Will this work, when one takes all the steps involved into account? Will the effect be worth the trouble? You have to judge that for yourself. I shot a series of a tree stump, with a series of filters. Red, Green, Blue, Orange and Yellow Polarising. The Yellow Polarising I added to the other four.

The first shot was done in color, and converted to B&W in Lightzone. The only other thing done was a moderate sharpening. I did exactly the same thing to all the rest.

Orange absent YP_AP58160 copy copy

As shot, simple conversion.

BF no YP_AP58157 copy copy

With a Blue Filter

Orange absent YP_AP58160 copy copy

This one with an Orange.

There are differences. (it’s easier to see them if you open them in tabs, and cycle from tab to tab). If we look at the original image, we can see the oranges, browns, white, grays, greens, and blues. We can also see those areas in the grays of the monochrome images. The different filters restrict different wavelengths of light, which gives the variation in the final product.

If you want to do it, what do you need? Filters. Either the “ring” type, which screw into the front of the lens, or the “square” type, which slide into a holder (which is attached to the front of the lens in some way). I prefer the square type, because 1: They are cheaper (without any real difference in quality), and 2: most systems (I use Cokin) allow for “stacking” them, and 3: they allow for the use of “graduated” filters.

The first thing to remember is that, as with all filters, they steal light. In terms of metering this doesn’t mean much, but darker filters (such as red) will require either a faster ISO, or a tripod.

The second thing (which becomes obvious the moment you look through the lens) is that things look different.

This image:

Stumped (color)

Becomes this one

_AP58167YP as shot

That’s what red, with a yellow polariser, looks like, without correction. The details are hidden. This is another of the reasons I like square filters. I can frame the scene before I put the filter in place. Focusing through dark filters is problematic. Either set the focus first, or trust the autofocus.

When you process it, it becomes:

Red with YP_AP58167 copy copy

All the detail is still there; even if it’s too compressed into the red spectrum for the human eye to resolve, the sensor (and the film) can.

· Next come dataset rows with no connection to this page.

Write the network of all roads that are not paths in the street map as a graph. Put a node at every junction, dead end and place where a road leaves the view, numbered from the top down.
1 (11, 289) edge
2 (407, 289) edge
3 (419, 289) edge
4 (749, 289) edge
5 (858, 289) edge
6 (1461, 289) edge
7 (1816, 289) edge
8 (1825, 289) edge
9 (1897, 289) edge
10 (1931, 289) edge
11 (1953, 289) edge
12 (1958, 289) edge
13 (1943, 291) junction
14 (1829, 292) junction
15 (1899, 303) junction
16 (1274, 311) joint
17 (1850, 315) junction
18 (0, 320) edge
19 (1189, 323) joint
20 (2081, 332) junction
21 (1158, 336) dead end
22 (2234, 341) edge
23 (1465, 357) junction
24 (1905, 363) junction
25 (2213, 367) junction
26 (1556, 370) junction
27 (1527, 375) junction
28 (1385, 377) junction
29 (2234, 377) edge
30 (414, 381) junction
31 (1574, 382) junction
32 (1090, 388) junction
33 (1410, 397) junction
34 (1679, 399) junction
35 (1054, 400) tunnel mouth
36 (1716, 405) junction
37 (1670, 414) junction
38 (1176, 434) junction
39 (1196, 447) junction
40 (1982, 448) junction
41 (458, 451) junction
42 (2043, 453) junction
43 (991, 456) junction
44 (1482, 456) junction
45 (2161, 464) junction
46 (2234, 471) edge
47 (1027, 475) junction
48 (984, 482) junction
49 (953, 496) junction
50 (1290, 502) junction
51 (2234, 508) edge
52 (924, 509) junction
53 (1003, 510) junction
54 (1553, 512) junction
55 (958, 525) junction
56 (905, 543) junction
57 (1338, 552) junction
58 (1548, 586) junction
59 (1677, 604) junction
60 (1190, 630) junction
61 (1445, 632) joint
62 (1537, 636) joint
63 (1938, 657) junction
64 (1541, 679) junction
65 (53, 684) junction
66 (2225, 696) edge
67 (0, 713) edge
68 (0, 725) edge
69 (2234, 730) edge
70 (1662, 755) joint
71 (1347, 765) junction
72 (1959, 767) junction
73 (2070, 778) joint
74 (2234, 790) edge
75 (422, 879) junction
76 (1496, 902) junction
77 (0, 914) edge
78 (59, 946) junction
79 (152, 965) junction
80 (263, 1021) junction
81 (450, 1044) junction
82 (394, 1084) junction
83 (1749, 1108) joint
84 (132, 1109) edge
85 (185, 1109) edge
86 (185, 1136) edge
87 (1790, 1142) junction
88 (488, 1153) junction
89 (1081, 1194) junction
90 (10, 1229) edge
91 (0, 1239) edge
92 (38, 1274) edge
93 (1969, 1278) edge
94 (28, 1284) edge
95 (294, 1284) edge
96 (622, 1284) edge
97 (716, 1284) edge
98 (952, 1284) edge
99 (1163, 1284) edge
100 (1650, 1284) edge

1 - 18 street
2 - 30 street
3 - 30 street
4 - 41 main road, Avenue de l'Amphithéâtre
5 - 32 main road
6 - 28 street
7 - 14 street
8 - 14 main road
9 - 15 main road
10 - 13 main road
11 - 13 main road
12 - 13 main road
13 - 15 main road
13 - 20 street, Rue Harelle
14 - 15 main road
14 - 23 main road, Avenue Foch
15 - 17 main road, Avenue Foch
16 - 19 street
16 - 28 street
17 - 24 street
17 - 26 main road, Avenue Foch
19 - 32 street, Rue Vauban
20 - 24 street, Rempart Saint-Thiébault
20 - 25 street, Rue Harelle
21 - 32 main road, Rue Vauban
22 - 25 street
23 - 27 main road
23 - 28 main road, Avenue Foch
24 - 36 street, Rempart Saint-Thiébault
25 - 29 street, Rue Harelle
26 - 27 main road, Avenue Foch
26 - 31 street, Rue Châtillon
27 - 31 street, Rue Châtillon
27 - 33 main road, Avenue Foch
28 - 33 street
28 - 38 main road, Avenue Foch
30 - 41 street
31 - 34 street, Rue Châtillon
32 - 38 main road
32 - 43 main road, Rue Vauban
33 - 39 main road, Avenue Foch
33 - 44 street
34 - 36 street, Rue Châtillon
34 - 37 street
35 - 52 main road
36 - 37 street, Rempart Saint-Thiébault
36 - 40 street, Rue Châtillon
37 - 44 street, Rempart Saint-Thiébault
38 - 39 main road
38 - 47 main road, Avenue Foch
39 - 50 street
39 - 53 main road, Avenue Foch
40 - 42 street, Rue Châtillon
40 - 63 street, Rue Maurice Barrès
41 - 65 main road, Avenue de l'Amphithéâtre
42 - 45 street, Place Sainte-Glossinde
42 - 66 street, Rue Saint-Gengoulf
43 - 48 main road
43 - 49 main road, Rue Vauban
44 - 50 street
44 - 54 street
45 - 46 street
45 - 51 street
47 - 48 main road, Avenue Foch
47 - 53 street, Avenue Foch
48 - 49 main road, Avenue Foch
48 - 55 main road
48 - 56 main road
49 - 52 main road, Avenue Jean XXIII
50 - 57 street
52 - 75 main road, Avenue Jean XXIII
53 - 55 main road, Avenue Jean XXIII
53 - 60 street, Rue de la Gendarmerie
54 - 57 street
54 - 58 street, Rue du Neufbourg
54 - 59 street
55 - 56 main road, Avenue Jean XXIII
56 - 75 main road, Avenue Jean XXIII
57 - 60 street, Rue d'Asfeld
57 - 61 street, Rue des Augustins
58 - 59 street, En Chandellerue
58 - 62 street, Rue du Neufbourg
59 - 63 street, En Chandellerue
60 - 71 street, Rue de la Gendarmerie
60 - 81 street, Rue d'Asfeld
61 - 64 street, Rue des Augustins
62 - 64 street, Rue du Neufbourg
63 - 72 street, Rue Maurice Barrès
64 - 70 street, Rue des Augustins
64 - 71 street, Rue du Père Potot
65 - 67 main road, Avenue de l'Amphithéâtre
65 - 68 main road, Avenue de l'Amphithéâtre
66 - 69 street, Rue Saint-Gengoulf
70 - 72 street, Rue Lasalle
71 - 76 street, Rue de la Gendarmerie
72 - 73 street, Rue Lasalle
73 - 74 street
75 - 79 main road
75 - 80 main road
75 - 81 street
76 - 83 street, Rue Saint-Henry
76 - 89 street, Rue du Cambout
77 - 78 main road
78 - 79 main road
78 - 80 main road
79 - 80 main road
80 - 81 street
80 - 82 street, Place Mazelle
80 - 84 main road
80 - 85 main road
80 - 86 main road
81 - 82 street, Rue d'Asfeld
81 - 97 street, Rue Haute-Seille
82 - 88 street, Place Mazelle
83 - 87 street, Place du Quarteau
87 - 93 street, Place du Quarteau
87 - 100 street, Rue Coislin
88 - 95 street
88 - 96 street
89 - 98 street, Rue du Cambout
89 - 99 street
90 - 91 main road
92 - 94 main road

The last thing to keep in mind is the meter. Autofocus won’t be usually be fooled by the filter, but the meter will usually underexpose the image. I don’t know why (logically the expectation would be the darker scene will be overexposed, but experience tells me this is not the case). It’s going to be some trial and error, because each meter is different, and there is no way to know how much it’s been fooled until you look at the conversion to black and white.

[1]Continuous, when speaking of film, means the tones are evenly graded, from the blackest color the silver in the paper can produce, to the brightest white. Since the way in which the silver interferes with the clear flow of light allows for some refractive bending there are no sudden shifts. This is why photos (even color ones) photo-copy so badly; they are being converted from continuous medium, to a non-continuous one. It took the discovery of half-tone conversions to make it possible to use photographs in newspapers, which is why the US Civil War was illustrated with drawings.